Disclaimer: The only character I own in this story is the narrator and Ray. All other characters belong to Andy and Larry Wachowski. Other characters, coming later, will also be mine. This fic was inspired by the Animatrix, in that it details events occurring outside the original canon.
You know when you have a pair of jeans, and they start to age? It starts to show in one little tear in the knee, which quickly grows into a gaping hole. This was similar; however, it took a gaping hole for me to spot all of the little tears that had been quietly appearing in the fabric of my little world, my reality.
They really were small things, but they were like those picture meant to be optical illusions- once you saw the picture, it was so hard to unsee.
A friend of mine, Ray, came over one night. He was in one of my computer classes back then, called Advanced Systems Theory, and we were supposed to hang out that night. We had tried dating, and the idea wasn't completely off the table.
Of course, the fact that I had just seem a plane of steel and glass ripple just a few weeks before had made me unusually quiet and moody, to put it nicely. I was on my way to becoming a recluse, staying up until the wee hours of the morning every night, looking into a topic that I had up until recently dismissed as crackpot hacker gossip.
When Ray came in, he saw what I had been looking at, since I hadn't bothered to turn off my monitor. "Jeez, Eva. You aren't actually starting to buy into this crap, are you?" He fixed me with a wary look most people reserve for old women who keep twenty cats in their home.
Shit, I thought to myself. "Oh, that?" I asked, forcing my voice to remain light and casual. Think fast, think, think… "Oh. I, ah…I'm doing a paper on post-modern theories on the nature of human existence. The only one I could come up with off the top of my head was existentialism, and, um, they make an interesting study-from a philosophical point of view of course." I blinked, managed a light laugh.
Ray continued looking at me as if I were a mental case for a few seconds, then shook his head and laughed. "Sorry. I almost thought you were joining the Pod people there for a second," he said, inclining his head towards the screen.
"Don't you dare tell ANYone about this," I warned.
Ray and I had been friends since first year, and in part at least, he understood my motivations for keeping this quiet. "No kidding. I wouldn't want people to think I was joining that hacker cult either." He looked concerned. "Are you okay? You don't look well. Are you sure you want to go out tonight?"
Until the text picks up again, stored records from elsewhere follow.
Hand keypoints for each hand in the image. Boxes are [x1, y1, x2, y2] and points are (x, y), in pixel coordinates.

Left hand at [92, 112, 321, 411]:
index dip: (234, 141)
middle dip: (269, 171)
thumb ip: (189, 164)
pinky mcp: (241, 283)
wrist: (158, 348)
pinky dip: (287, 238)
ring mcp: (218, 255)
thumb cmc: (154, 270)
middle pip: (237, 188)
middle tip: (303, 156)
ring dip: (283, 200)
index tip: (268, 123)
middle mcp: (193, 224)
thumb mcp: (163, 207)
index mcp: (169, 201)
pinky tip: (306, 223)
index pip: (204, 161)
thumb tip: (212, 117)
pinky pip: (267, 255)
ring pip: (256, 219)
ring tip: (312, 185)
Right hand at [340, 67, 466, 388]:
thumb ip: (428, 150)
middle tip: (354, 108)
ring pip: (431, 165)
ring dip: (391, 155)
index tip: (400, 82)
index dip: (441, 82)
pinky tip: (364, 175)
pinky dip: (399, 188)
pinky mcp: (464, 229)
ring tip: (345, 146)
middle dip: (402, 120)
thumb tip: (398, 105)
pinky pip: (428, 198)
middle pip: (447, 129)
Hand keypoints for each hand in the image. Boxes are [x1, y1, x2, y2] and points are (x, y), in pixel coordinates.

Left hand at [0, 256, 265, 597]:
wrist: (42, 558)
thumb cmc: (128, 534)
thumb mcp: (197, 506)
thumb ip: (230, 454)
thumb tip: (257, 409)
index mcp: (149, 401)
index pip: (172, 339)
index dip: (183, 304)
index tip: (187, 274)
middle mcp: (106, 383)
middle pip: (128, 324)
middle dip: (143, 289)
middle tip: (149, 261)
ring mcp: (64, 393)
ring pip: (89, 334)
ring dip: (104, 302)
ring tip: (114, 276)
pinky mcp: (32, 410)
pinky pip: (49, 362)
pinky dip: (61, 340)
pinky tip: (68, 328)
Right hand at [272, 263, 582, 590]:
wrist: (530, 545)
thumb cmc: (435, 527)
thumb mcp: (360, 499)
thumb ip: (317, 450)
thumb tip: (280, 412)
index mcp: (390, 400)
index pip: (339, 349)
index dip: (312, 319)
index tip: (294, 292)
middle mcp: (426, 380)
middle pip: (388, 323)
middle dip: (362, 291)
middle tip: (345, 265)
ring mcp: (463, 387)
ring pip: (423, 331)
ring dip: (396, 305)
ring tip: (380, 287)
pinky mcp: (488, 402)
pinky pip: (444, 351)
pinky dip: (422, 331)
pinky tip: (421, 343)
He was right. I had barely slept in the past few days, and it was starting to show. This very conversation had drained the blood from my face.
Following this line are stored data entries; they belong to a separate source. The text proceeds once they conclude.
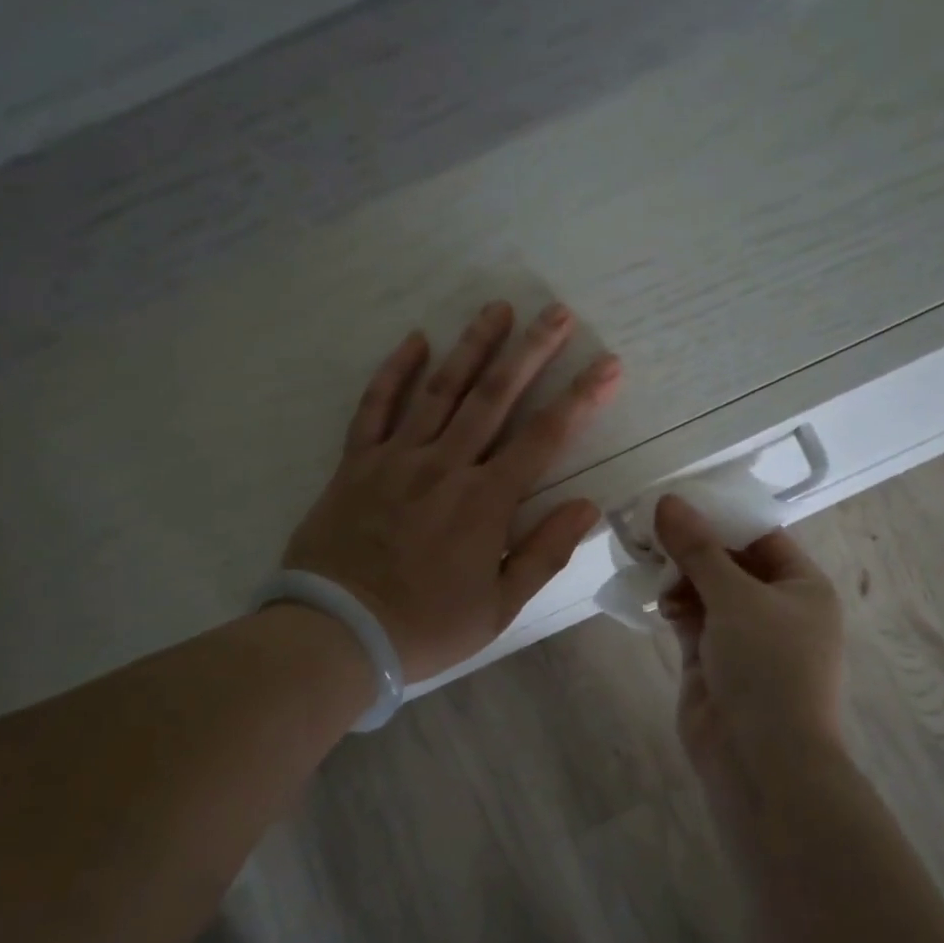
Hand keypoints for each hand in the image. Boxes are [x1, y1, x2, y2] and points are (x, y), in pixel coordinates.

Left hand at [283, 301, 621, 682]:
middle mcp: (446, 465)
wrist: (335, 634)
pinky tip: (415, 340)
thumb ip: (544, 552)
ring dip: (472, 346)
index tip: (608, 364)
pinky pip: (375, 407)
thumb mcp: (498, 607)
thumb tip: (587, 504)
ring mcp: (397, 458)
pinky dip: (395, 371)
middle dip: (531, 351)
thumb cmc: (424, 626)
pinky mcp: (356, 462)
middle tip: (557, 312)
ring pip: (440, 389)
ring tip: (498, 308)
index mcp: (486, 501)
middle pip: (495, 396)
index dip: (581, 397)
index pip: (545, 437)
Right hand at [654, 494, 845, 769]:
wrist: (763, 761)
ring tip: (647, 560)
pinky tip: (655, 598)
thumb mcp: (735, 596)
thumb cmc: (767, 666)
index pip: (760, 536)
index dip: (721, 516)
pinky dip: (674, 605)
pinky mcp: (714, 660)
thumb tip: (668, 500)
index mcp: (802, 586)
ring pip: (706, 590)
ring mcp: (744, 636)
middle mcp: (776, 607)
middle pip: (729, 561)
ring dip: (679, 576)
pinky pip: (692, 619)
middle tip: (650, 527)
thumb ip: (698, 548)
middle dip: (692, 546)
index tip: (677, 500)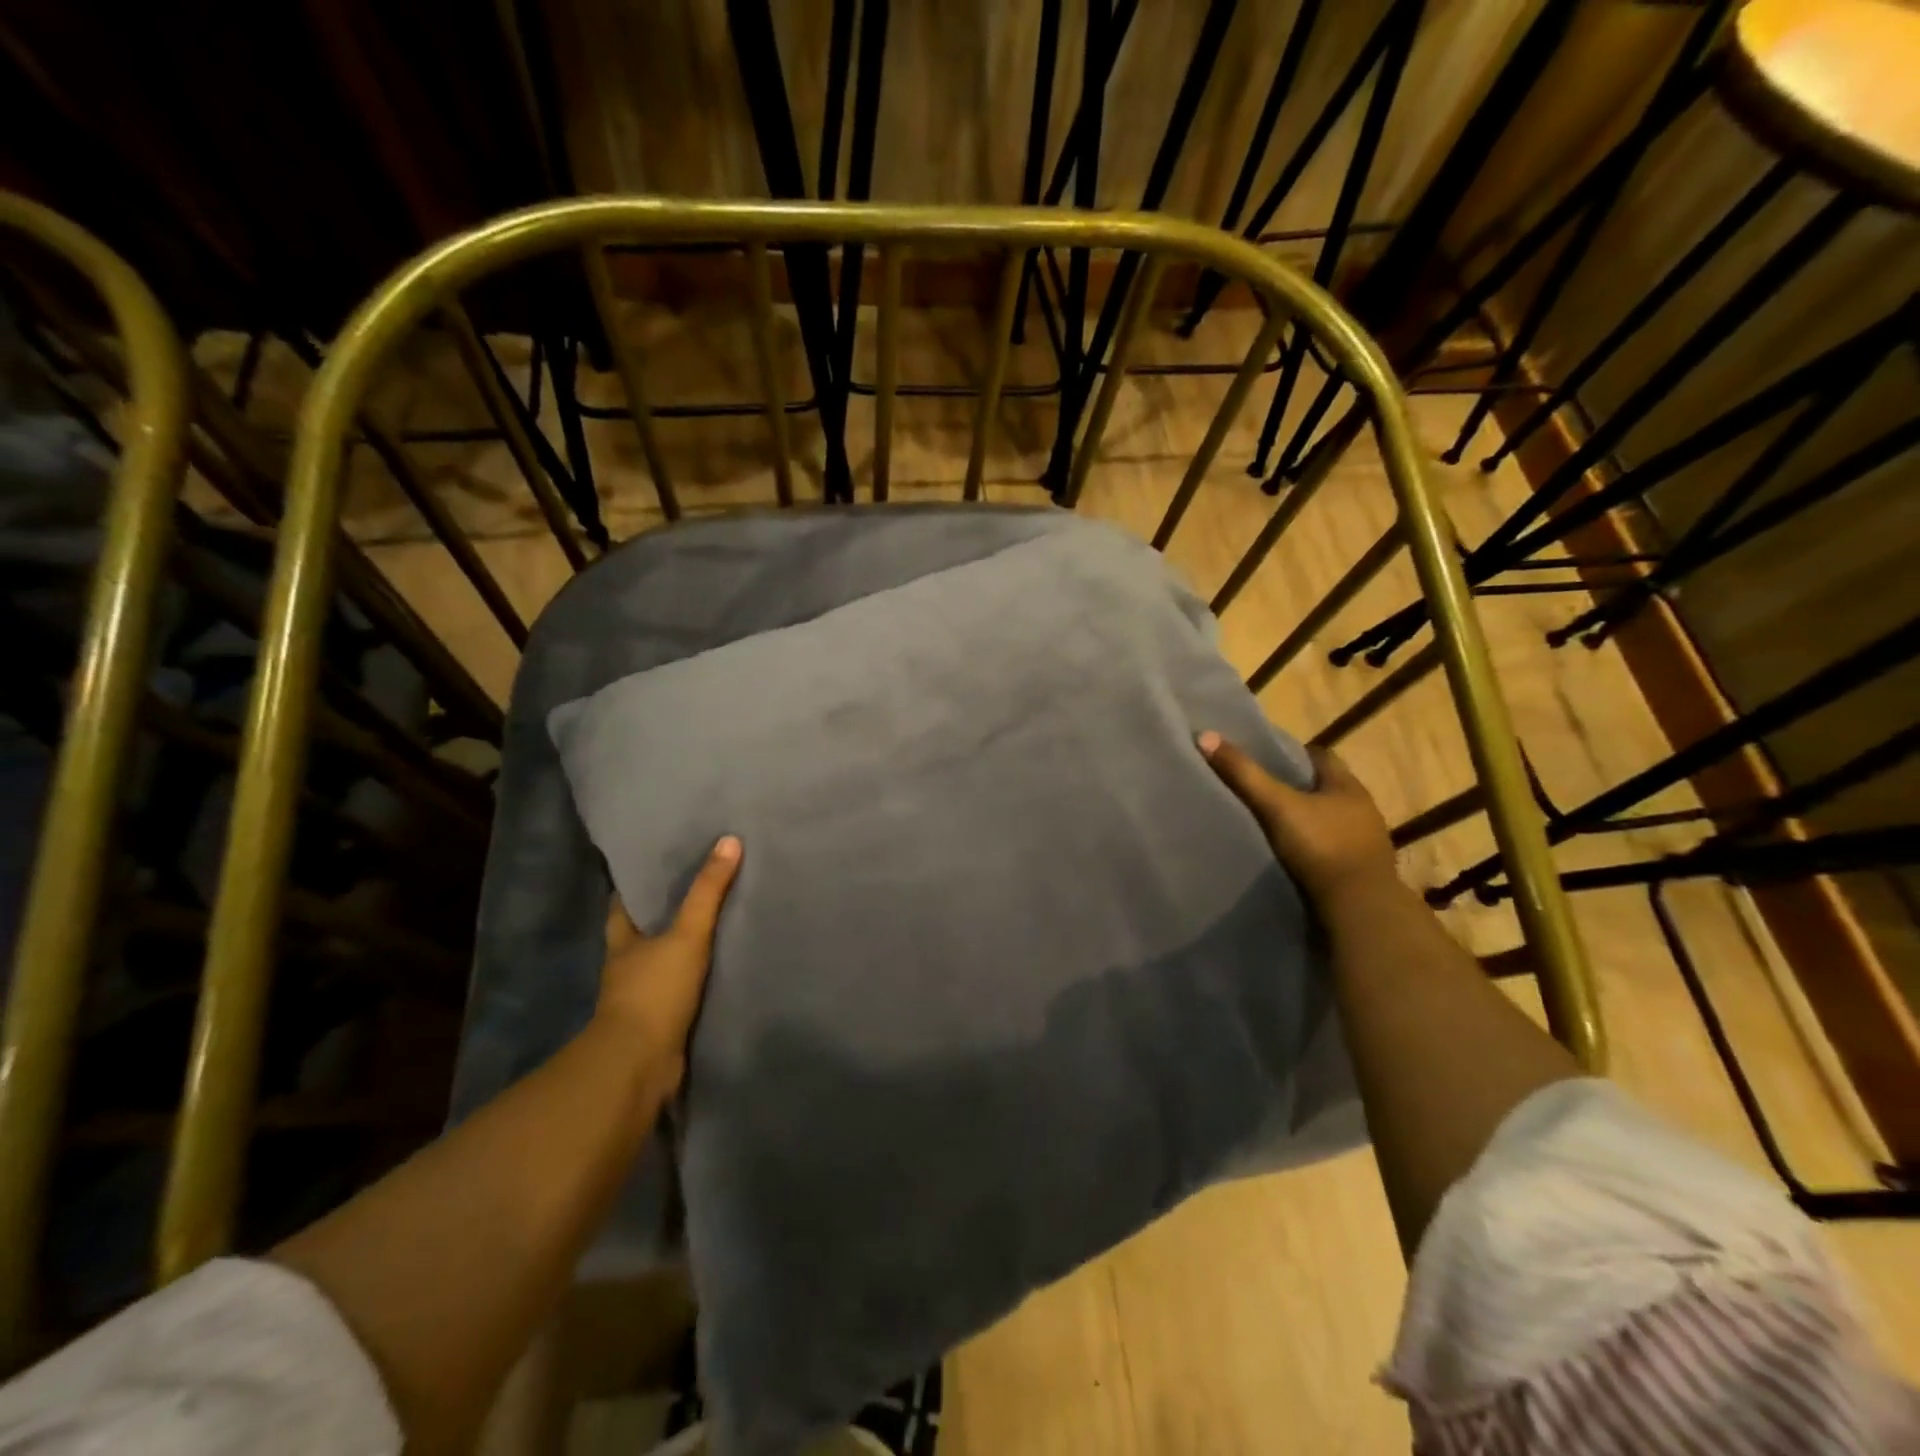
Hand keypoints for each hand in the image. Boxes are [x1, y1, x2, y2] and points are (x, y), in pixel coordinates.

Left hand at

I had thought that the Matrix was a hacker myth too. Most students in my comp. science program treated it as a children's story; worse actually. It was taboo to get anywhere near it. I suppose that it that made their little world of ones and zeros feel threatened. I had no idea at the time how close that was to the underlying truth at the time, but the idea of the Matrix seemed so tantalizing an explanation for what I had seen.
"I-I'm just tired." No reason to give him an all-out lie, just some small omissions. "I've been trying to make this deadline for this other thing for a while…It's just piling up a bit. Just need some rest." I turned and my elbow caught the cheap little hand mirror I used to keep, knocking it from the edge of my dresser. It fell to the floor, making the tinkling sound of shattered glass.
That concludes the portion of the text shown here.